_Problem details:_
Gather from the material every line that contains the string "Павла".

===== Source material =====

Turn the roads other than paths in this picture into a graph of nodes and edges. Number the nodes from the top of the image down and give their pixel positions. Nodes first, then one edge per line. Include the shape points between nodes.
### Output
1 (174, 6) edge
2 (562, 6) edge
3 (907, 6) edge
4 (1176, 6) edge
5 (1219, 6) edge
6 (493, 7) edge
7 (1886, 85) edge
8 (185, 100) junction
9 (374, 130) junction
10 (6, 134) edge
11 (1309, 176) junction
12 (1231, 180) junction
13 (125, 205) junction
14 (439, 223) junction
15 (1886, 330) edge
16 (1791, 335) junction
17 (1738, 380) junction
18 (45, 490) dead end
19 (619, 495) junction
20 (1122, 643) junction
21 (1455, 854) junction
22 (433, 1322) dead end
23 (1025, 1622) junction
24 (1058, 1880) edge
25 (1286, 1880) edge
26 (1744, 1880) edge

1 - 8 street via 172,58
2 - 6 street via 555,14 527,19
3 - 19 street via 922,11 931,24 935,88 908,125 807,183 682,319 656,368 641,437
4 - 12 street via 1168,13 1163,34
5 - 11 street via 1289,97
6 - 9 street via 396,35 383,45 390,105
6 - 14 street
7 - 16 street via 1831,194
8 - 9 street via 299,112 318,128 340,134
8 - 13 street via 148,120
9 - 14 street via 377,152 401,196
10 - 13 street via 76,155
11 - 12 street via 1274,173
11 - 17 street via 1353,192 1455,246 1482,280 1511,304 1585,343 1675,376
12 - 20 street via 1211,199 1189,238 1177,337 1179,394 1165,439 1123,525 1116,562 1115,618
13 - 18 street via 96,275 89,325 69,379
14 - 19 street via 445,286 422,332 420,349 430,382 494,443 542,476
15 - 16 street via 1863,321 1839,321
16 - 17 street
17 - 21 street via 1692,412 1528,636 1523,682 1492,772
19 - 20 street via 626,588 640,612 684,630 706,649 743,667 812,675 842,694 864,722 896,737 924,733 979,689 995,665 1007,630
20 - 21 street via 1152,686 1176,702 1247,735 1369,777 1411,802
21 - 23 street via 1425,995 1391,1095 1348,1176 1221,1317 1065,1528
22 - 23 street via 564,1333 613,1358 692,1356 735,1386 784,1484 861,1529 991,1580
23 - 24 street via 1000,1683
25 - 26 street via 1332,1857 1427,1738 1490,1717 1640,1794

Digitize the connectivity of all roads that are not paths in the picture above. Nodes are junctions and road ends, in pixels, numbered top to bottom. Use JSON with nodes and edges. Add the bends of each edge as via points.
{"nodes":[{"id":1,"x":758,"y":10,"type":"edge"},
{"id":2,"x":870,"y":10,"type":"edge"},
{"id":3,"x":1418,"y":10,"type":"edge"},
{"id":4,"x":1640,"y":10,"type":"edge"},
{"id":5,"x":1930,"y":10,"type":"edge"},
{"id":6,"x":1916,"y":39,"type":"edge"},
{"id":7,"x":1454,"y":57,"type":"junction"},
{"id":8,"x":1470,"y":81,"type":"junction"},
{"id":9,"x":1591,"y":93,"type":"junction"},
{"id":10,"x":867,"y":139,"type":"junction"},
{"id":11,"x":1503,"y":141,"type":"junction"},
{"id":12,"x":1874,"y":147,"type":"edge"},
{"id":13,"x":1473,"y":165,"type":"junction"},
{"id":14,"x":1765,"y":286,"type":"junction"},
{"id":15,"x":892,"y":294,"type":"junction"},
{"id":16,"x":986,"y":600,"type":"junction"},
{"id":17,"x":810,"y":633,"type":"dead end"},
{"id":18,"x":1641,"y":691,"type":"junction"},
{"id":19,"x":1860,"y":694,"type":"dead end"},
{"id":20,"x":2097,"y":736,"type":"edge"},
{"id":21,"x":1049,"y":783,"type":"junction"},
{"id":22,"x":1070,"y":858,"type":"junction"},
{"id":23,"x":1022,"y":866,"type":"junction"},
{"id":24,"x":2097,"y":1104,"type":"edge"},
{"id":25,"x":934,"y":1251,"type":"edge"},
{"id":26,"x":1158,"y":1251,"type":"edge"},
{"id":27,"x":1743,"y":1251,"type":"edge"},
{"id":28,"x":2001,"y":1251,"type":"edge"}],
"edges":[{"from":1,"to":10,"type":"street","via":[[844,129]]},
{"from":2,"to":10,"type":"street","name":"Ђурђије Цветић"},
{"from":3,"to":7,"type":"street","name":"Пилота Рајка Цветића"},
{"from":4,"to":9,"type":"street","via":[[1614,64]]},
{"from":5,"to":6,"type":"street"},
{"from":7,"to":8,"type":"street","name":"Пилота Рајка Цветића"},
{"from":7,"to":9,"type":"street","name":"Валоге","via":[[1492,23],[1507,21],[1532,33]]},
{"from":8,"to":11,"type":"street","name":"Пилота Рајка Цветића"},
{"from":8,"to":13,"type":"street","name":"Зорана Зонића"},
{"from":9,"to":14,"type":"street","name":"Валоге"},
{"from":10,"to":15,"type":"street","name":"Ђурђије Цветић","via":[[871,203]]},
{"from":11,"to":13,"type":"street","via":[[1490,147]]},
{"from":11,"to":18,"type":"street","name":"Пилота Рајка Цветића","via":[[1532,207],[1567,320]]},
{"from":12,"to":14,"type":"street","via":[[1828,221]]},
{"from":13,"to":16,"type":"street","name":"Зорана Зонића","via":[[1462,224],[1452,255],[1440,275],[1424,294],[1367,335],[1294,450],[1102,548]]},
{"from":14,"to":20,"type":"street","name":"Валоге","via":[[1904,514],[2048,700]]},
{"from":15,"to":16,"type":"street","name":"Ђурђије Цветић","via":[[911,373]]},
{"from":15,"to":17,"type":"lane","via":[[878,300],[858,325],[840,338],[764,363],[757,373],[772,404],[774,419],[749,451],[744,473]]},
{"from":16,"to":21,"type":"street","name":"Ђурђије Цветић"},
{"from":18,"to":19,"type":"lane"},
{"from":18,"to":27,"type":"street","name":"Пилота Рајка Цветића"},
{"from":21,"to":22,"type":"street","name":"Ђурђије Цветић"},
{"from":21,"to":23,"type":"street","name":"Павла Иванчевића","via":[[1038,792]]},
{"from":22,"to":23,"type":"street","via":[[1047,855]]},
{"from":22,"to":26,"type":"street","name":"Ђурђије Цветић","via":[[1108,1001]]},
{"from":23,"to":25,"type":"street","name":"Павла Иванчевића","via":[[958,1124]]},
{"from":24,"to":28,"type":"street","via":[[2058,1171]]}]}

=====

_Written solution:_
{"from":21,"to":23,"type":"street","name":"Павла Иванчевића","via":[[1038,792]]},
{"from":23,"to":25,"type":"street","name":"Павла Иванчевића","via":[[958,1124]]},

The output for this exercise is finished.